The hamstrings are large, long muscles located on the back of the thigh.
While it has long been known that stretching any muscle is important to keeping it flexible, studies have now shown that static stretching is better for the hamstrings.
Especially if you have previously injured your hamstring and have recovered, but still find your hamstrings are stiff and not as flexible as you would like.
There are essentially two types of stretching: static, and dynamic or ballistic. Static stretching involves holding a position, while dynamic stretching involves bouncing, swinging or pulsing movements.
Generally speaking, static stretching involves less risk of injury. You should begin any exercise session with some gentle activity to begin to warm up your muscles. Then you can move on to stretching and your desired activity. Cool down by stretching again. [Stretching Exercise]
To stretch your hamstrings, sit on a firm surface with your legs out in front of you. Keeping one leg straight, bend the other leg at the knee, placing the sole of your foot against the inside of the leg that is remaining straight. [Hamstring Stretches]

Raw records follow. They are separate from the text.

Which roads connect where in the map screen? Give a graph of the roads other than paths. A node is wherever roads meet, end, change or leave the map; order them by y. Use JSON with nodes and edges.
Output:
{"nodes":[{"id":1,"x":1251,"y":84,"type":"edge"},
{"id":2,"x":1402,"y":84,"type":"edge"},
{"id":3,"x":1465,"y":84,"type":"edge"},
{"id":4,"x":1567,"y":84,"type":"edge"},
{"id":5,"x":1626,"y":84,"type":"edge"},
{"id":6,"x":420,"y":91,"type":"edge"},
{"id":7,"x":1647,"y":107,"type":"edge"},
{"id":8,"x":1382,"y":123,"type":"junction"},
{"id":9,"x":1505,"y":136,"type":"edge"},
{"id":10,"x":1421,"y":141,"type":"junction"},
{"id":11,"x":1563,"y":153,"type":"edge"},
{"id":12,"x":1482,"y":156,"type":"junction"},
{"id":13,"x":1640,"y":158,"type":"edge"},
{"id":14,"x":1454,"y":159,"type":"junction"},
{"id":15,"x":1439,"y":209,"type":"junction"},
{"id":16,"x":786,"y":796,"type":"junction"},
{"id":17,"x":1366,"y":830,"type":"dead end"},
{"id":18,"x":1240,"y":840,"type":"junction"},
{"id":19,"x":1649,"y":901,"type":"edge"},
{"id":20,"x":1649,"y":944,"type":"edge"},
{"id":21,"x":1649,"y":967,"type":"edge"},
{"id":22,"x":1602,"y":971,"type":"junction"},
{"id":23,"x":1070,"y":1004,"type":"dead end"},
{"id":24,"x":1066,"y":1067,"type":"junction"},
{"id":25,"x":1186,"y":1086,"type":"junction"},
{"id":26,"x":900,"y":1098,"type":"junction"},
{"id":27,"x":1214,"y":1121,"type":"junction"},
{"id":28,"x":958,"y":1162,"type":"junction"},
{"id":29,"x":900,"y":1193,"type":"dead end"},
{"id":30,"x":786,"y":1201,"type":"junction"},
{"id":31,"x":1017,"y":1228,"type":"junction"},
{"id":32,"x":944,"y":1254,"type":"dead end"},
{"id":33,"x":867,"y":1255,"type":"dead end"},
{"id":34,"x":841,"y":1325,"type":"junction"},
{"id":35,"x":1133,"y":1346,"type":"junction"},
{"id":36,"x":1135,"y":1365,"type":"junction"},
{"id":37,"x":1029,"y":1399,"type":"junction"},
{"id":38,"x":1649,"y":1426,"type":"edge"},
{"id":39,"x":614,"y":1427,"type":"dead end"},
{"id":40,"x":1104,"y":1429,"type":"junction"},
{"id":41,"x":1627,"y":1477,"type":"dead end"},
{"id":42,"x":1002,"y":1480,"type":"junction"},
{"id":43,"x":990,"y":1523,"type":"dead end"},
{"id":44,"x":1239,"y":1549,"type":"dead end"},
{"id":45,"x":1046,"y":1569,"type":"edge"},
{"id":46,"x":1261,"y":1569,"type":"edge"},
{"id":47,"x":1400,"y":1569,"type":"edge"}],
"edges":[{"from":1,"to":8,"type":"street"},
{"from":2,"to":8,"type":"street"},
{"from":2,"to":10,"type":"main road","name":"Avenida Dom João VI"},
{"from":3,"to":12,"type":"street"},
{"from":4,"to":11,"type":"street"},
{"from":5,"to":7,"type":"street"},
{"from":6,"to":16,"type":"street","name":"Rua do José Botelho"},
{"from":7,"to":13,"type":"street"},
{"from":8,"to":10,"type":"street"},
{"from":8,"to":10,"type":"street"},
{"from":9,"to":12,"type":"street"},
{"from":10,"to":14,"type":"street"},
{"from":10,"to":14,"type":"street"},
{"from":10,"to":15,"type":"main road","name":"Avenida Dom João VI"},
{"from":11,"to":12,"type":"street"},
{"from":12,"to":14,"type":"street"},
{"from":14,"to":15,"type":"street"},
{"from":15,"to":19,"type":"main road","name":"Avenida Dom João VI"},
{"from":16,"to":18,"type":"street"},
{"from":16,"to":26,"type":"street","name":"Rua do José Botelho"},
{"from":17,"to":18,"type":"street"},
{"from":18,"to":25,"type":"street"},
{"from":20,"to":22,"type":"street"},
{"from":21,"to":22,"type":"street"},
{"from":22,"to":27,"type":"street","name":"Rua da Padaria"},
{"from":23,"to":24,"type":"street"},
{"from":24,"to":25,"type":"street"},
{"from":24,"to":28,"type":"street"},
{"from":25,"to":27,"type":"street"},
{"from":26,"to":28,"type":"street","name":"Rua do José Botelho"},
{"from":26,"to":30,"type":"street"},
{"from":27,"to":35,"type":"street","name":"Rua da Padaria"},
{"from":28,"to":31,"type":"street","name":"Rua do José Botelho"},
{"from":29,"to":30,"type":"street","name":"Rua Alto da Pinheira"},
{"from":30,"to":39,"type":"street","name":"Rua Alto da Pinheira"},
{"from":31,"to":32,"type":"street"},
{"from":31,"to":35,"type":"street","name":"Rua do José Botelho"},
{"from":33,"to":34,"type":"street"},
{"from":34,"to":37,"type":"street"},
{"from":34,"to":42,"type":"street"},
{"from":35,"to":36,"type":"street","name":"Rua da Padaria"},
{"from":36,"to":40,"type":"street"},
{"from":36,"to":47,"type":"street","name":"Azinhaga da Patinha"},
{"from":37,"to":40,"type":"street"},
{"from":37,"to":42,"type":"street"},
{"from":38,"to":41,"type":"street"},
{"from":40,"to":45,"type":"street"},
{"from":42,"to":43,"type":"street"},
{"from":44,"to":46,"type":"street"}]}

Pull yourself up and lean forward toward the foot of your straightened leg until you feel a stretch in your hamstring. Keep the straightened leg relaxed, and point your toes up. Hold the stretch for 30 seconds, then slowly release, and repeat with the other leg.
Remember you want to feel the stretch working, but you should never stretch to the point of pain. Also, do not stretch cold muscles; always warm up first.